Keberhasilan dalam pembangunan dapat ditentukan oleh peningkatan tingkat harapan hidup yang berdampak pada peningkatan jumlah penduduk lanjut usia (lansia). Kondisi ini semakin berdampak pula pada menurunnya penyakit menular dan penyakit tidak menular atau disebut transisi epidemiologi. Penuaan dianggap sebagai proses biologis yang ditandai oleh kerusakan progresif fungsi fisiologis dan proses metabolisme. Nutrisi yang cukup dan aktivitas fisik yang menentukan bahwa para lansia dapat hidup lebih lama, sehat, aktif, dan mandiri. Dengan meningkatnya resiko penyakit dengan disertai gangguan nutrisi pada lansia, perlu dilakukan identifikasi risiko malnutrisi sedini mungkin. Penilaian status gizi pada lansia sangat penting karena itu dapat menggambarkan status gizi saat ini dan mendeteksi resiko gizinya.

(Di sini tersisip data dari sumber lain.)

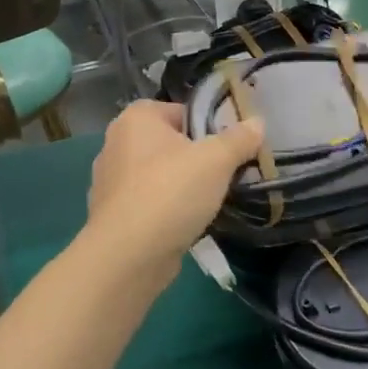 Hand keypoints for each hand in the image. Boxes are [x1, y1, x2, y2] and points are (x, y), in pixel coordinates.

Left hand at [83, 101, 262, 281]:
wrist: (127, 256)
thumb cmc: (170, 193)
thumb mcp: (217, 160)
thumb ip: (239, 138)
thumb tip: (257, 122)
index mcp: (136, 118)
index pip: (182, 111)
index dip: (209, 128)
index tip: (231, 149)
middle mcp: (116, 142)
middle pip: (171, 143)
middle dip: (197, 159)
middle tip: (225, 176)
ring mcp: (109, 180)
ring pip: (160, 175)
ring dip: (182, 186)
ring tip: (210, 202)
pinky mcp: (111, 214)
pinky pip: (148, 202)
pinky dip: (166, 210)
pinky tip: (186, 223) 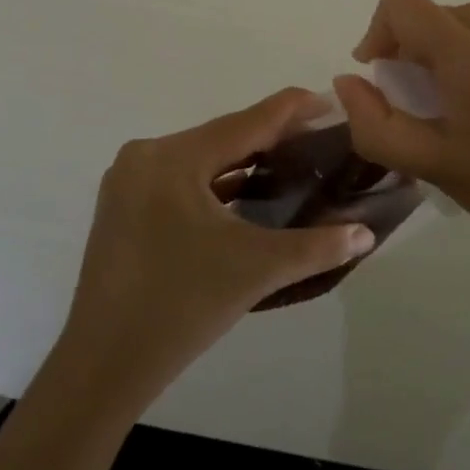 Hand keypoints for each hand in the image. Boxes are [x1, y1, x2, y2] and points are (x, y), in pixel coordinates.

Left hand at [55, 89, 375, 409]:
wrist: (102, 369)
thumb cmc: (179, 308)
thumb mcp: (254, 270)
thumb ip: (316, 247)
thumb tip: (367, 234)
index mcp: (172, 158)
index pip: (244, 123)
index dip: (290, 110)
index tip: (328, 99)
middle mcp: (145, 156)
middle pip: (222, 138)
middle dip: (270, 137)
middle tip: (318, 136)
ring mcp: (128, 182)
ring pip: (201, 160)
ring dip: (243, 161)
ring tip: (291, 160)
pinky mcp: (124, 208)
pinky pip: (181, 181)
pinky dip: (216, 183)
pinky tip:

Pengukuran antropometri dalam menilai status gizi merupakan indikator sensitif kesehatan masyarakat dan gizi. Berat badan, tinggi badan, dan indeks massa tubuh merupakan komponen penting skrining nutrisi yang menggambarkan kondisi nutrisi saat ini. Dengan skrining nutrisi dapat mendeteksi terjadinya risiko malnutrisi, khususnya di orang tua. Metode skrining gizi yang digunakan pada lansia adalah Mini Nutritional Assessment Short Form (MNA-SF). MNA-SF merupakan alat yang dikembangkan untuk mengevaluasi dan mengidentifikasi status gizi pada lansia untuk mencegah malnutrisi dini dan berguna untuk pengobatan dini sebelum risiko malnutrisi terjadi dan lebih efisien serta membutuhkan waktu pengaplikasian yang singkat.
Lima pertanyaan pertama dari Mini Nutritional Assessment (MNA-SF) yang direvisi tidak merubah MNA-SF asli, tetapi pertanyaan keenam bisa berupa BMI tergantung pada kemampuan untuk melakukan pengukuran ini. Ada beberapa penelitian yang menemukan bahwa BMI yang meningkat secara signifikan, dapat mengurangi kepuasan hidup dan menurunkan kelebihan berat badan. Skor total dan klasifikasi nutrisi dari MNA-SF yang direvisi ini identik dengan MNA-SF asli dan MNA lengkap.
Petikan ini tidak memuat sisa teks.